Gnu Sed – Does the p Command Append a Newline When Printing

sed

root@u1804:~# sed --version
sed (GNU sed) 4.5
Copyright (C) 2018 Free Software Foundation, Inc.
License GPLv3+: GNU GPL version 3 or later <https://gnu.org/licenses/gpl.html>.
This is free software: you are free to change and redistribute it.
There is NO WARRANTY, to the extent permitted by law.

Written by Jay Fenlason, Tom Lord, Ken Pizzini,
and Paolo Bonzini.
GNU sed home page: <https://www.gnu.org/software/sed/>.
General help using GNU software: <https://www.gnu.org/gethelp/>.
E-mail bug reports to: <bug-sed@gnu.org>.
root@u1804:~#

I'm new to sed and I created below sed's workflow based on my understanding (correct me if you find anything wrong).

So it seems the default auto printing of the pattern space will always include a newline at the end. My question is, will p includes a newline, too? I have below examples.

root@u1804:~# seq 3 | sed -rn 'p'
1
2
3
root@u1804:

Here the newline at the end of each number is added by sed itself (see the diagram "adds back newline to pattern space"). So it seems p will not append a newline. However, see below example.

root@u1804:~# seq 3 | sed -rn 'x;p;x;p'

1

2

3
root@u1804:~#

Here x exchange pattern space with hold space, which will result in an empty pattern space. Now p applies to the pattern space (nothing in it) should print nothing. But based on the result, it seems here p prints a newline. To me it seems this is inconsistent behavior. Can anyone explain?

Best Answer

To answer your main question:

GNU sed will append a <newline> character when executing the p command unless the input line was missing its terminating <newline> character (see the clarifications about lines below).

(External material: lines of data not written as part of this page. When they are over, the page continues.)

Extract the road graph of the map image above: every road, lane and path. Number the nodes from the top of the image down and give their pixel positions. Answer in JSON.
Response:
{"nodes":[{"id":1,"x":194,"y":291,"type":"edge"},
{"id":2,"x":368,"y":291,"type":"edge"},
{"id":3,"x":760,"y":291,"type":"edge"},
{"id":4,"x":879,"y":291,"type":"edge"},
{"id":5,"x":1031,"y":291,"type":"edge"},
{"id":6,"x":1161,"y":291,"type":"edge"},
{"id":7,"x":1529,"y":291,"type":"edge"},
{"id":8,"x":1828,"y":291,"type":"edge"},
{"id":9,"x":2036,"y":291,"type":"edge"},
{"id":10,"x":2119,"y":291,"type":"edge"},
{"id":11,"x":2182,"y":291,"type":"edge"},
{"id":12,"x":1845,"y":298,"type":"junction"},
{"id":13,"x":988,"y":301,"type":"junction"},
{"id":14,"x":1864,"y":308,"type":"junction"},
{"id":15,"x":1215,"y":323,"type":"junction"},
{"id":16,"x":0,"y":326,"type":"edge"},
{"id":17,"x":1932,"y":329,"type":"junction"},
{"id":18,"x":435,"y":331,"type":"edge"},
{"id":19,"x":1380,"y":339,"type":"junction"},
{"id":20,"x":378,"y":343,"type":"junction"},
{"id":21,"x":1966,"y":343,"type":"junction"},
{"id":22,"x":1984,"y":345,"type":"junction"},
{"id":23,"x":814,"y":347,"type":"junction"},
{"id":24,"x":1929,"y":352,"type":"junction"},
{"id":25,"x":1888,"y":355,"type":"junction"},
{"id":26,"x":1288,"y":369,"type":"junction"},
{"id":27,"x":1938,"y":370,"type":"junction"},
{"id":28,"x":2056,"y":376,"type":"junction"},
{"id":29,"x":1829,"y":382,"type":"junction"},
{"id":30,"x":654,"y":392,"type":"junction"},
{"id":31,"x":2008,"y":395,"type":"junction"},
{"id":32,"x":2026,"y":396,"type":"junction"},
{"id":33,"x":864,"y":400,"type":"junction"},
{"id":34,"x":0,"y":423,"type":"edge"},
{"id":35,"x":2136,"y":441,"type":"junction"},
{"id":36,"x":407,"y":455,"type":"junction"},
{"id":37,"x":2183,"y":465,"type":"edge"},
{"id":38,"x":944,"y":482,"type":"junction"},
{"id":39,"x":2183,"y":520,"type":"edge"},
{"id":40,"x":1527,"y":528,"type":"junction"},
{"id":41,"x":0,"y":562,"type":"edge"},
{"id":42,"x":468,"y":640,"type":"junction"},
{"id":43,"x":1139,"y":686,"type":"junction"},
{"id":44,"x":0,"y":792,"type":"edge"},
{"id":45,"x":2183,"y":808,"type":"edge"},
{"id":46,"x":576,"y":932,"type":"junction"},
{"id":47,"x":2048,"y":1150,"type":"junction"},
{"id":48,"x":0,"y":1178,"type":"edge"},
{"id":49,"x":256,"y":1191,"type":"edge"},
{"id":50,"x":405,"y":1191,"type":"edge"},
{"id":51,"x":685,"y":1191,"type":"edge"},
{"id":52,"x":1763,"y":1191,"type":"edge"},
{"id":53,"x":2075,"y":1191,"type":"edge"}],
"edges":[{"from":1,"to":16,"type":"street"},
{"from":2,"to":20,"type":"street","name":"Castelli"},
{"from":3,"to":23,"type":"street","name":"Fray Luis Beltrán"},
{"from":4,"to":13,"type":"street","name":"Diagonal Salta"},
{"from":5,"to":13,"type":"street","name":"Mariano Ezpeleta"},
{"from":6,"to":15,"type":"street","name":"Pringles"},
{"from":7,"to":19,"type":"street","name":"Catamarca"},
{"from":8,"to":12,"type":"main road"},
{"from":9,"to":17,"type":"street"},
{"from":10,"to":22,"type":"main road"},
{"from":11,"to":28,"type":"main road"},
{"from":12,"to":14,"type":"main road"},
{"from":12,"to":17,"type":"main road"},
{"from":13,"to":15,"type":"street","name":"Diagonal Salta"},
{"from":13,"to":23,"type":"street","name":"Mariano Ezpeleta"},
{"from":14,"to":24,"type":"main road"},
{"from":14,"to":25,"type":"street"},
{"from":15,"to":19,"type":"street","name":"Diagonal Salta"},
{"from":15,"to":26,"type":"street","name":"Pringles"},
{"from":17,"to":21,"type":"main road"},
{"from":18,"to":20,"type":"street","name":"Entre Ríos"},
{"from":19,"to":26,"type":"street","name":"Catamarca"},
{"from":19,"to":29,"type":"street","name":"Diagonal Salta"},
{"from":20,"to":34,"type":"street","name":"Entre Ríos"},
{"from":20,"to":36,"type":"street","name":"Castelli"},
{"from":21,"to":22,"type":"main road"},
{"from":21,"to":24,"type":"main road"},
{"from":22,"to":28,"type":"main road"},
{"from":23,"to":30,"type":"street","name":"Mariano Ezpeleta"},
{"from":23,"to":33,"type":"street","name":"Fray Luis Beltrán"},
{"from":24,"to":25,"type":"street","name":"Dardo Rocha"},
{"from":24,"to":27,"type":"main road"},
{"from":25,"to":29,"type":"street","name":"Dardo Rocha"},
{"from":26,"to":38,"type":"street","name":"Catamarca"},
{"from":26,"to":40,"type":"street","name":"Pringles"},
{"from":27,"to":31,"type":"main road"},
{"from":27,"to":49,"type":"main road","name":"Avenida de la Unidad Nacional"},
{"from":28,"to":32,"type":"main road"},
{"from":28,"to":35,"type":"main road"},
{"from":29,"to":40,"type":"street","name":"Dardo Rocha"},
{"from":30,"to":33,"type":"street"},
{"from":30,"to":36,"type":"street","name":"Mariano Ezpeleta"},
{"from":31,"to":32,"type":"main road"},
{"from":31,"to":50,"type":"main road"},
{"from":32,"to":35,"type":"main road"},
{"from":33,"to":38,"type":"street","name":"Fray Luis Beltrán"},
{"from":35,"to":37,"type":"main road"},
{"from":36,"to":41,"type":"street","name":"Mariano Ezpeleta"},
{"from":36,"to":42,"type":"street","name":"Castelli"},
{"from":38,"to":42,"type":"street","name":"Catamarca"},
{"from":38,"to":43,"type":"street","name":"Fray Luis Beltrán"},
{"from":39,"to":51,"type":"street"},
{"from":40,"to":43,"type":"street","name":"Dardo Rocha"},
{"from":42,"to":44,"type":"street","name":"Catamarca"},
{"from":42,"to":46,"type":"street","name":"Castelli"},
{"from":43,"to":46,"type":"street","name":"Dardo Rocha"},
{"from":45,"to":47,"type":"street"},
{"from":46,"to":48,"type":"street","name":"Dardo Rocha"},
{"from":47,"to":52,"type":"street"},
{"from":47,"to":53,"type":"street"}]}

As far as I can tell, sed's p flag and its auto-print feature implement the same logic to output the pattern space: if the trailing <newline> character was removed, they add it back; otherwise they don't.

Examples:

$ printf '%s\n%s' '4' '5' | sed ';' | hexdump -C      # auto-print
00000000  34 0a 35                                          |4.5|
00000003

$ printf '%s\n%s' '4' '5' | sed -n 'p;' | hexdump -C  # no auto-print; p flag
00000000  34 0a 35                                          |4.5|
00000003

In both cases there is no <newline> character (0a) in the output for the input lines that don't have one.

About your diagrams:

"Adds back newline to pattern space" is probably inaccurate because the <newline> character is not put in the pattern space¹. Also, that step is not related to the -n option - but this does not make the diagram wrong; rather, it should probably be merged into "Print pattern space".
Still, I agree with you about the documentation's lack of clarity.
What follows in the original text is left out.